Grandparent’s Rights in Texas – An Overview

Brenda F. Hasenzahl and Keanan M. Hall
Cotten Schmidt & Abbott, L.L.P.
www.csa-lawfirm.com

To quote Judith Levy, “When a Child is Born, so are Grandparents.” With every birth of a child, the family dynamic changes. The 2011 Census information revealed that 14 states had “above average” divorce rates, and nine of those above average states, including Texas, were southern states. More divorces leads to the dissolution of the traditional nuclear family. A nuclear family can dissolve for reasons other than divorce: death of a parent, incarceration of a parent, or substance abuse leading to loss of custody. These changes affect both the parents and grandparents. As a result, the term “Grandparents Rights” is becoming a growing topic and concern for families, and a much more common and litigated area of the law.

Grandparents rights generally means laws, statutes, and case law that relate to the custody and visitation of a grandchild. Today, every state has specific laws on grandparent visitation. However, the law varies from state to state. Some states, such as Utah or Oklahoma, are considered more “friendly” to grandparents rights, and refer to the “rebuttable presumption” that although a parent’s decision about grandparent visitation is deemed to be in the best interest of the child, the grandparents can potentially rebut that presumption if they meet several specific factors. Other states, such as Florida, have struck down various grandparents rights laws as being unconstitutional if the laws attempt to go against the parents wishes (citing that the parents should have the final say in who their child spends time with), unless the grandparents show with ‘clear and convincing evidence’ that the child will suffer irreversible harm without the visits.

In Texas, of course grandparents can see their grandchildren any time, per the parent’s wishes. But if the parents object to the grandparents visiting the grandchildren, or having a relationship with the grandchildren, there are no “automatic” or “inherent” grandparents rights. Put another way, grandparents have no rights of visitation with their grandchildren unless they go to Court and have it established through a Court order.

When grandparents seek possession or access to a grandchild through the Courts in Texas, they must file a petition with the Court and execute and attach an affidavit, with supporting facts, stating that the denial of possession or access to the child would significantly impair the child’s physical health or emotional well-being. TEX. FAM. CODE. § 153.432 (c). If denial of access is the issue, the Courts will presume that the parents are acting in the child’s best interest. The presumption must be overcome by a preponderance of the evidence. TEX. FAM. CODE § 153.433(a)(2).

However, before the grandparents can petition the Courts, Texas law requires they have standing to do so.
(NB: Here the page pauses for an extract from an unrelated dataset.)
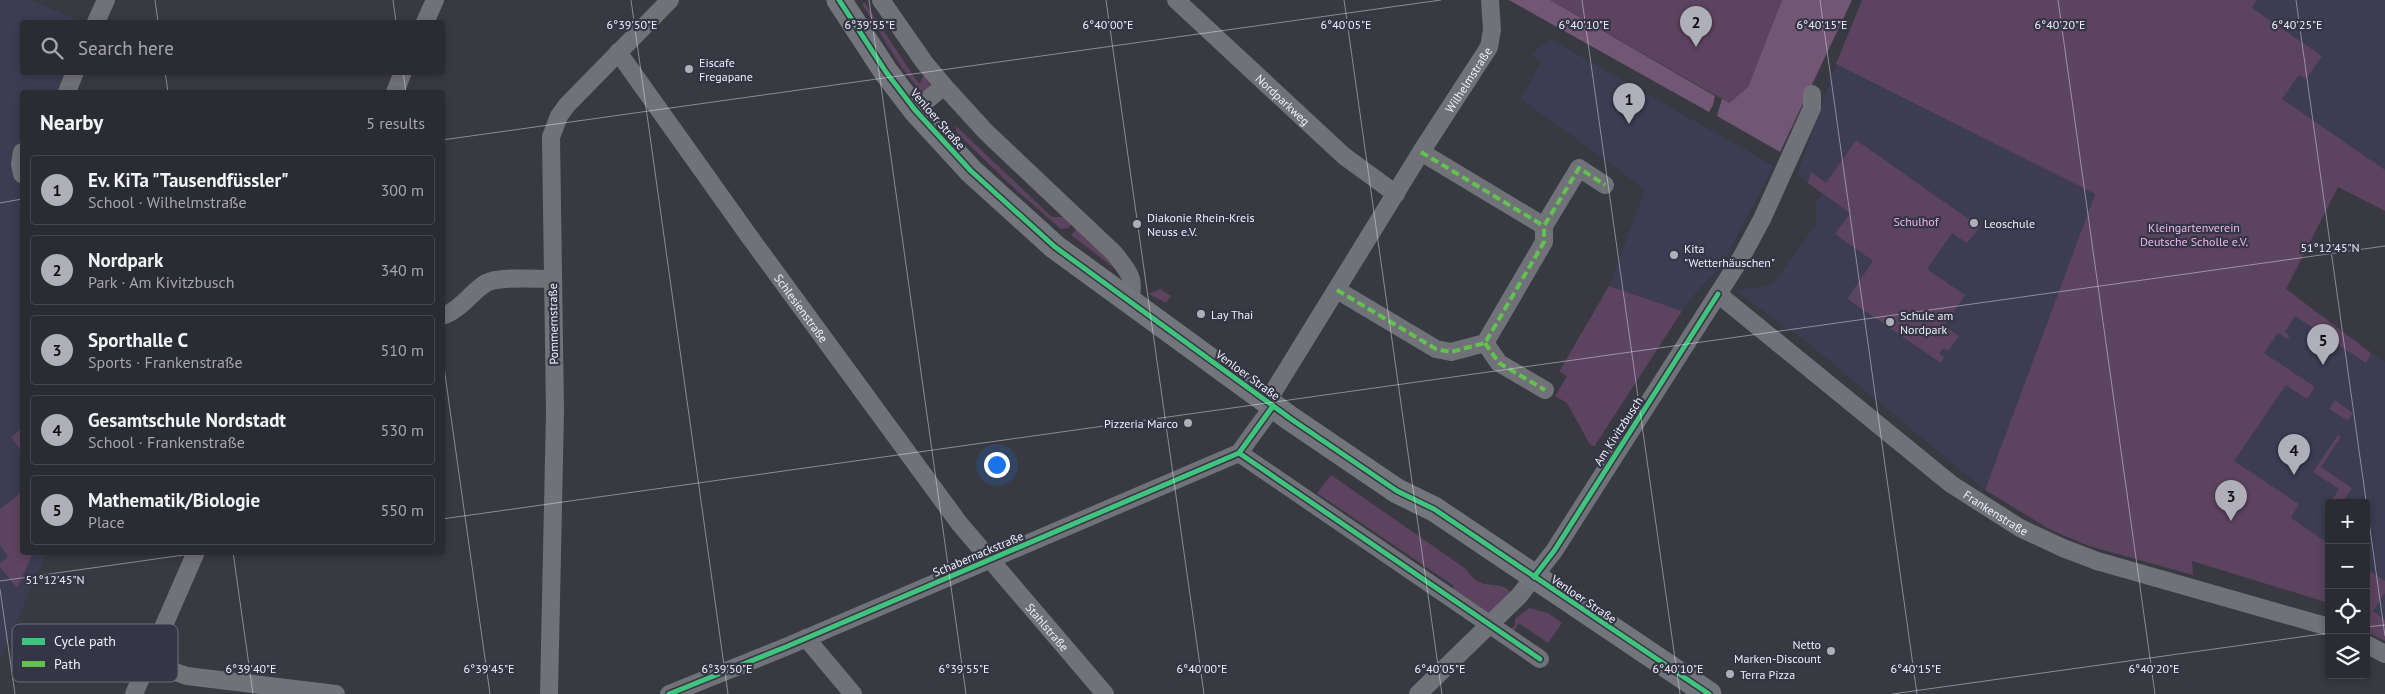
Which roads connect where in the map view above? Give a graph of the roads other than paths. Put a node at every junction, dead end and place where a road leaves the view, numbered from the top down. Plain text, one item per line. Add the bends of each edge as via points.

The Texas Family Code states that the court may order reasonable possession of or access to a grandchild by a grandparent if the following has occurred:

  1. at the time the relief is requested, at least one biological or adoptive parent of the child has not had that parent’s parental rights terminated;
  2. the grandparent requesting possession of or access to the child overcomes the presumption that a parent acts in the best interest of the parent’s child by proving by a preponderance of the evidence that denial of possession of or access to the child would significantly impair the child’s physical health or emotional well-being; and
  3. the grandparent requesting possession of or access to the child is a parent of a parent of the child and that parent of the child:
  1. has been incarcerated in jail or prison during the three-month period preceding the filing of the petition;
  2. has been found by a court to be incompetent;
  3. is dead; or
  4. does not have actual or court-ordered possession of or access to the child.
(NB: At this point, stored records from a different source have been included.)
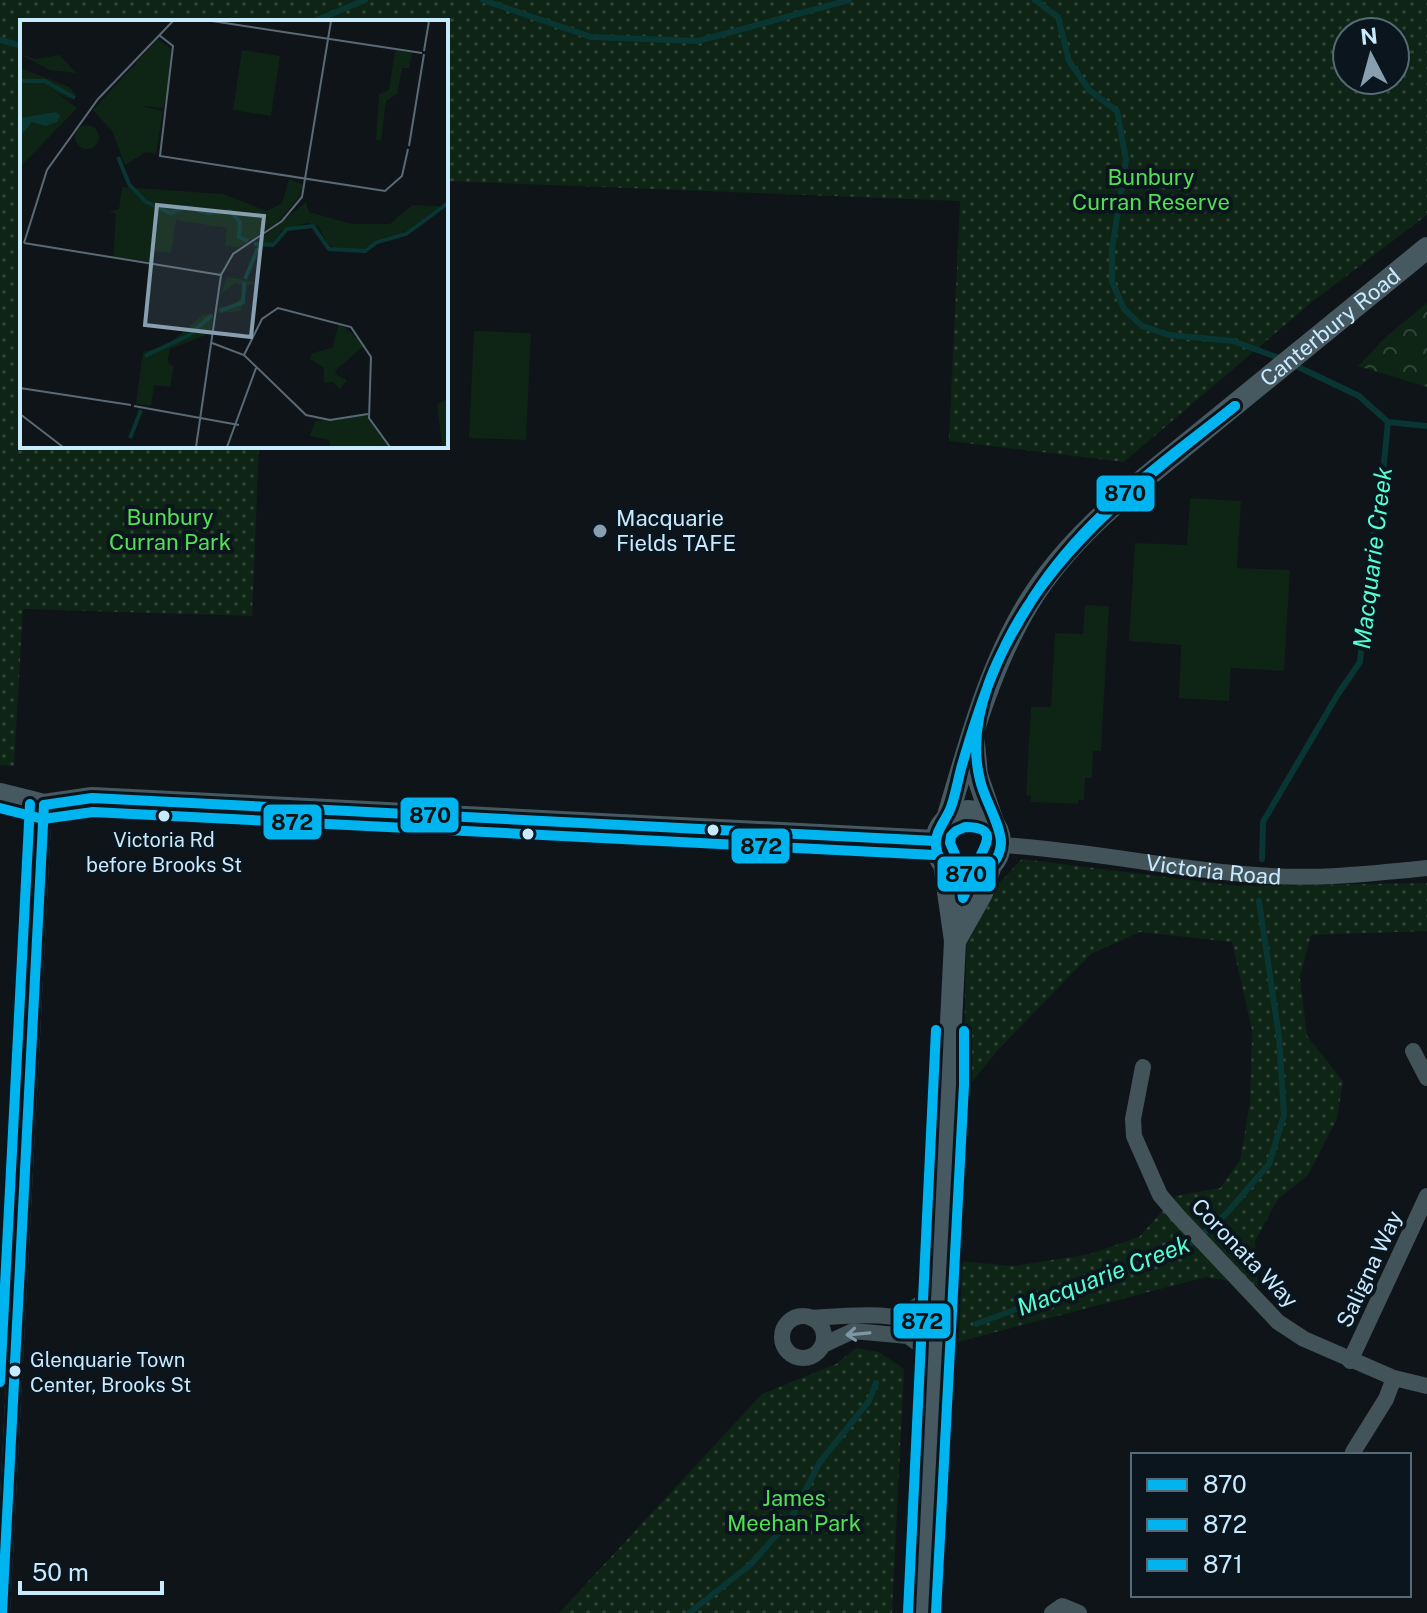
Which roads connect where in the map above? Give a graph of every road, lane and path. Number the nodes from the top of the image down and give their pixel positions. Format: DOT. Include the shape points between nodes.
graph roads {
  1 [pos="1427,248"];
  2 [pos="973,738"];
  3 [pos="0,794"];
  4 [pos="44,805"];
  5 [pos="947,819"];
  6 [pos="993,822"];
  7 [pos="936,841"];
  8 [pos="1001,845"];
  9 [pos="944,864"];
  10 [pos="990,868"];
  11 [pos="1427,868"];
  12 [pos="955,941"];
  13 [pos="1413,1051"];
  14 [pos="1143,1067"];
  15 [pos="1427,1078"];
  16 [pos="1427,1196"];
  17 [pos="939,1280"];
  18 [pos="892,1316"];
  19 [pos="811,1318"];
  20 [pos="936,1329"];
  21 [pos="908,1336"];
  22 [pos="823,1345"];
  23 [pos="1350,1361"];
  24 [pos="934,1368"];
  25 [pos="1394,1378"];
  26 [pos="1427,1386"];
  27 [pos="6,1429"];
  28 [pos="1353,1452"];
  29 [pos="2,1613"];
  30 [pos="922,1613"];
  31 [pos="1052,1613"];
  32 [pos="1079,1613"];
  1 -- 2 [label="main road, Canterbury Road" via="1123,496 1070,547 1030,601 1006,646 982,699"];
  2 -- 5 [label="main road, Canterbury Road"];
  2 -- 6 [label="main road, Canterbury Road" via="977,775"];
  3 -- 4 [label="main road"];
  4 -- 7 [label="main road" via="92,798"];
  4 -- 27 [label="street"];
  5 -- 6 [label="main road" via="971,811"];
  5 -- 7 [label="main road"];
  6 -- 8 [label="main road"];
  7 -- 9 [label="main road"];
  8 -- 10 [label="main road"];
  8 -- 11 [label="street, Victoria Road" via="1258,875 1361,875"];
  9 -- 10 [label="main road" via="966,876"];
  9 -- 12 [label="main road"];
  10 -- 12 [label="main road"];
  12 -- 17 [label="main road"];
  13 -- 15 [label="street"];
  14 -- 23 [label="street, Coronata Way" via="1134,1136 1160,1195 1278,1322"];
  16 -- 23 [label="street, Saligna Way"];
  17 -- 18 [label="street" via="928,1299"];
  17 -- 20 [label="main road"];
  18 -- 19 [label="street"];
  18 -- 20 [label="street"];
  19 -- 22 [label="street" via="822,1328"];
  19 -- 22 [label="street" via="790,1320 782,1333 784,1347 793,1356 807,1358"];
  20 -- 21 [label="street"];
  20 -- 24 [label="main road"];
  21 -- 22 [label="street, one-way" via="853,1331"];
  21 -- 24 [label="street" via="923,1347"];
  23 -- 25 [label="street, Coronata Way"];
  24 -- 30 [label="main road"];
  25 -- 26 [label="street, Coronata Way"];
  25 -- 28 [label="street"];
  27 -- 29 [label="street"];
  31 -- 32 [label="street" via="1062,1606"];
}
TEX. FAM. CODE. § 153.433.

The U.S. Supreme Court addressed grandparents rights in 2000 in the case of Troxel v. Granville. After their son died, the paternal grandparents brought a petition requesting visitation with their granddaughters. The mother agreed to some visitation, but did not agree to the extended visitation requested. The grandparents filed suit in the Washington State court seeking visitation. The state court granted visitation to the grandparents and the mother appealed the ruling as unconstitutional. The Supreme Court held that the lower court’s presumption that it is normally in the best interest of children to spend time with the grandparent failed to provide any protection for the mother’s fundamental constitutional right to make decisions concerning the rearing of her own daughters.

A reading of the Texas case law after Troxel seems to indicate that grandparent access is an uphill battle. The Courts rely heavily on the “best interest of the child” standard (rather than strictly applying the “significantly impair the child’s physical health or emotional well-being” standard as required by TEX. FAM. CODE § 102.004) and for the most part, defer to the wishes of the parents. Although this is not explicitly stated in most Texas cases, it appears that the Courts are using the “best interest” standard interchangeably with the “significantly impair” standard.

On a national level, despite the somewhat uneven standard and application of the law in this area, the Supreme Court has recently declined to hear a grandparent’s right case from Alabama.
As the family dynamic of America is changing, and grandparents are playing a greater role in their grandchildrens lives, it is important to note how the laws on a national and state level are adapting to recognize this change as this area will continue to be on the forefront of the agendas in both the state and federal legislatures.